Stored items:
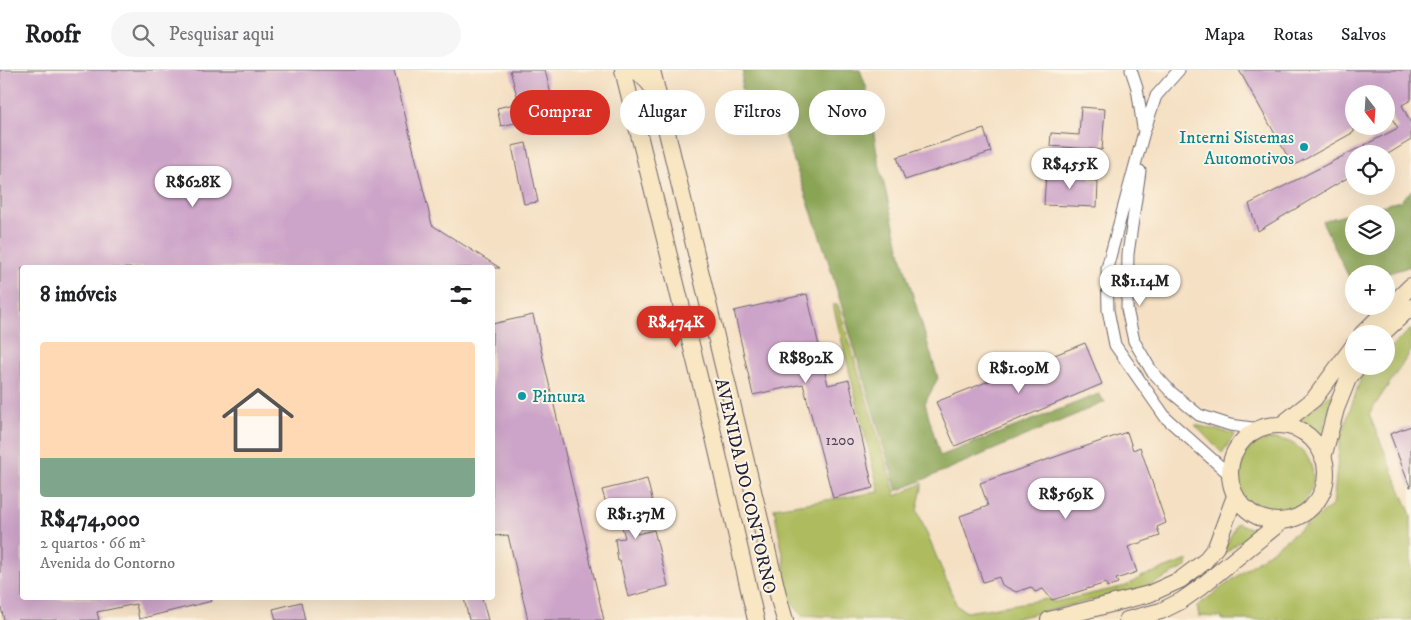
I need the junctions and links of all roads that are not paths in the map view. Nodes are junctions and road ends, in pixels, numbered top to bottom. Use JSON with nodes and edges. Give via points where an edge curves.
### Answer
{"nodes":[{"id":1,"x":623,"y":70,"type":"edge"},
{"id":2,"x":636,"y":70,"type":"edge"},
{"id":3,"x":652,"y":70,"type":"edge"},
{"id":4,"x":1131,"y":70,"type":"edge"},
{"id":5,"x":1179,"y":70,"type":"edge"},
{"id":6,"x":653,"y":90,"type":"edge"},
{"id":7,"x":657,"y":90,"type":"edge"},
{"id":8,"x":1144,"y":132,"type":"junction"},
{"id":9,"x":667,"y":135,"type":"edge"},
{"id":10,"x":1411,"y":286,"type":"edge"},
{"id":11,"x":1411,"y":307,"type":"edge"},
{"id":12,"x":1371,"y":325,"type":"edge"},
{"id":13,"x":1392,"y":325,"type":"edge"},
{"id":14,"x":1345,"y":357,"type":"edge"},
{"id":15,"x":1352,"y":375,"type":"edge"},
{"id":16,"x":1281,"y":425,"type":"junction"},
{"id":17,"x":1260,"y":429,"type":"junction"},
{"id":18,"x":1323,"y":458,"type":"junction"},
{"id":19,"x":1230,"y":475,"type":"junction"},
{"id":20,"x":1236,"y":496,"type":"junction"},
{"id":21,"x":1282,"y":521,"type":"junction"},
{"id":22,"x":756,"y":620,"type":"edge"},
{"id":23,"x":785,"y":620,"type":"edge"},
{"id":24,"x":1049,"y":620,"type":"edge"},
{"id":25,"x":1126,"y":620,"type":"edge"}],
"edges":[{"from":1,"to":22,"type":"street","name":"AVENIDA DO CONTORNO","via":[[716,442]]},
{"from":2,"to":6,"type":"street"},
{"from":3,"to":7,"type":"street","name":"AVENIDA DO CONTORNO"},
{"from":4,"to":8,"type":"street"},
{"from":5,"to":8,"type":"street","via":[[1156,96]]},
{"from":8,"to":17,"type":"street","via":[[1128,254],[1127,309],[1134,341],[1151,370],[1171,392],[1199,414],[1230,425]]},
{"from":8,"to":19,"type":"street","via":[[1107,268],[1108,310],[1115,345],[1166,418]]},
{"from":9,"to":23,"type":"street","name":"AVENIDA DO CONTORNO"},
{"from":10,"to":12,"type":"street"},
{"from":11,"to":13,"type":"street"},
{"from":14,"to":16,"type":"street","via":[[1314,400]]},
{"from":15,"to":18,"type":"street","via":[[1336,409]]},
{"from":16,"to":17,"type":"street"},
{"from":16,"to":18,"type":"street","via":[[1307,435]]},
{"from":17,"to":19,"type":"street","via":[[1237,447]]},
{"from":18,"to":21,"type":"street","via":[[1326,472],[1318,499],[1302,514]]},
{"from":19,"to":20,"type":"street"},
{"from":20,"to":21,"type":"street","via":[[1255,516]]},
{"from":20,"to":24,"type":"street","via":[[1216,547],[1204,562],[1180,580],[1149,594]]},
{"from":21,"to":25,"type":"street","via":[[1186,597],[1161,611]]}]}
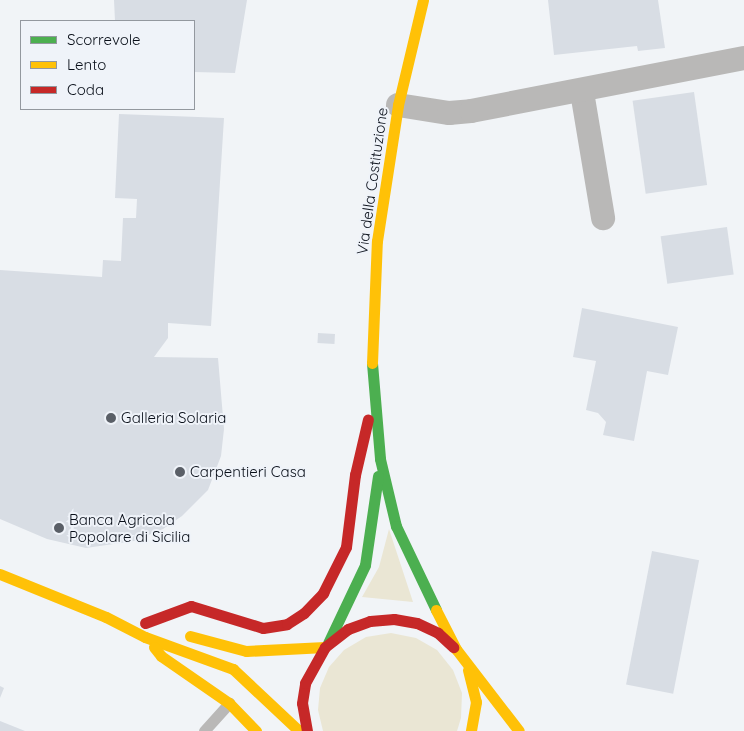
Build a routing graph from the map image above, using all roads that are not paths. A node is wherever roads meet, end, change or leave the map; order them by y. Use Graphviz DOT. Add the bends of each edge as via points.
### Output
graph roads {
  1 [pos="423,0"];
  2 [pos="744,58"];
  3 [pos="582,92"];
  4 [pos="398,105"];
  5 [pos="603,218"];
  6 [pos="373,393"];
  7 [pos="380,459"];
  8 [pos="0,574"];
  9 [pos="106,617"];
  10 [pos="144,623"];
  11 [pos="163,628"];
  12 [pos="181,634"];
  13 [pos="146,636"];
  14 [pos="326,645"];
  15 [pos="456,649"];
  16 [pos="464,660"];
  17 [pos="229,703"];
  18 [pos="204,731"];
  19 [pos="256,731"];
  20 [pos="299,731"];
  21 [pos="307,731"];
  22 [pos="472,731"];
  23 [pos="519,731"];
  1 -- 4 [label="street, Via della Costituzione"];
  2 -- 3 [label="street"];
  3 -- 4 [label="street" via="449,113"];
  3 -- 5 [label="street"];
  4 -- 6 [label="street, Via della Costituzione" via="378,241"];
  6 -- 7 [label="street, Via della Costituzione"];
  6 -- 10 [label="street" via="355,475 346,547 323,593 304,613 287,624 263,628 191,606"];
  7 -- 14 [label="street" via="364,566"];
  7 -- 15 [label="street" via="396,526 417,575"];
  8 -- 9 [label="street"];
  9 -- 10 [label="street"];
  9 -- 13 [label="street"];
  10 -- 11 [label="street"];
  12 -- 14 [label="street" via="246,651"];
  13 -- 17 [label="street" via="161,656"];
  13 -- 20 [label="street" via="234,669"];
  14 -- 15 [label="street" via="348,629 370,620 394,619 417,623 438,633"];
  14 -- 21 [label="street" via="305,683 302,703"];
  15 -- 16 [label="street"];
  16 -- 22 [label="street" via="476,702"];
  16 -- 23 [label="street"];
  17 -- 18 [label="lane"];
  17 -- 19 [label="street"];
}
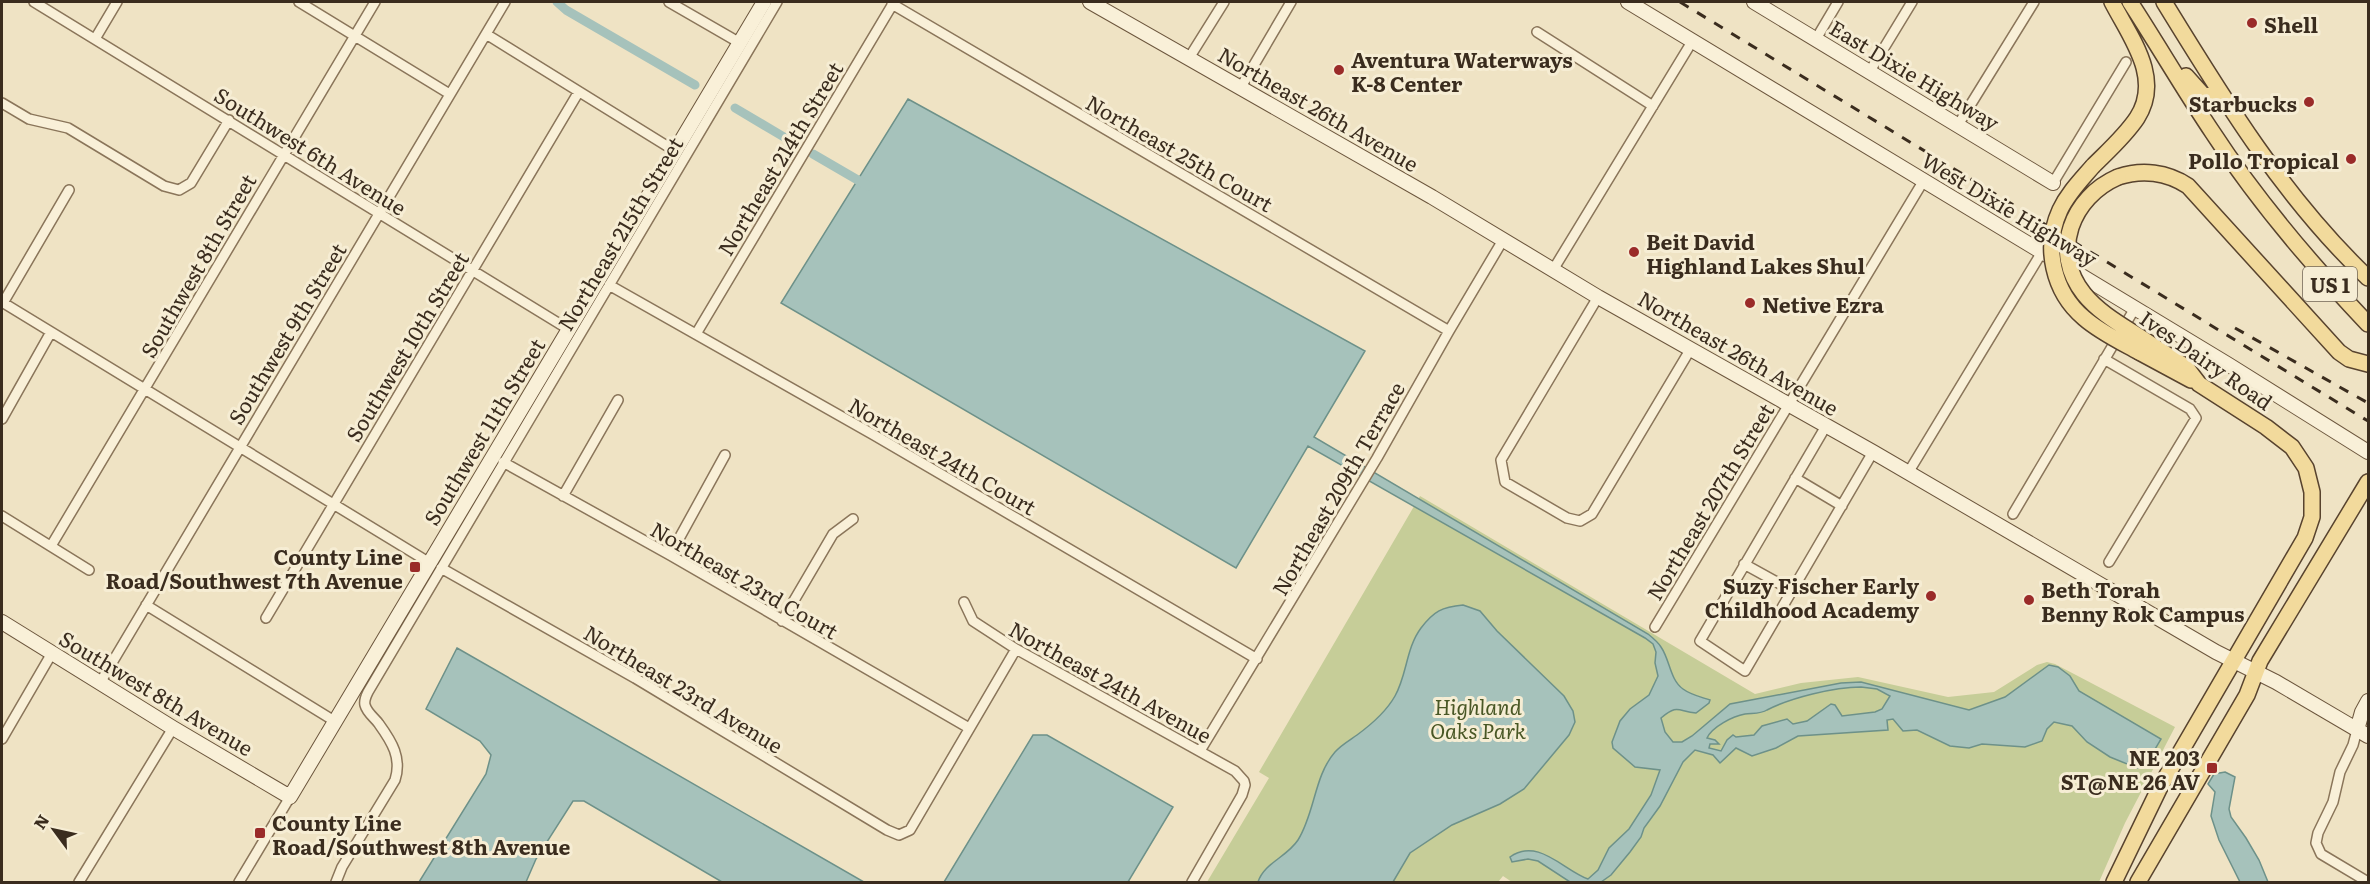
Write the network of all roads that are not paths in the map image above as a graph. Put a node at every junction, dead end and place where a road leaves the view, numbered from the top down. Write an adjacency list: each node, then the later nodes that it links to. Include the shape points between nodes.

Exercise objective: All lines that hold the word "paths" should be copied from the data.

Result for this task:
I need the junctions and links of all roads that are not paths in the map view. Nodes are junctions and road ends, in pixels, numbered top to bottom. Use JSON with nodes and edges. Give via points where an edge curves.
Build a routing graph from the map image above, using all roads that are not paths. A node is wherever roads meet, end, change or leave the map; order them by y. Use Graphviz DOT. Add the bends of each edge as via points.
Write the network of all roads that are not paths in the map image above as a graph. Put a node at every junction, dead end and place where a road leaves the view, numbered from the top down. Write an adjacency list: each node, then the later nodes that it links to. Include the shape points between nodes.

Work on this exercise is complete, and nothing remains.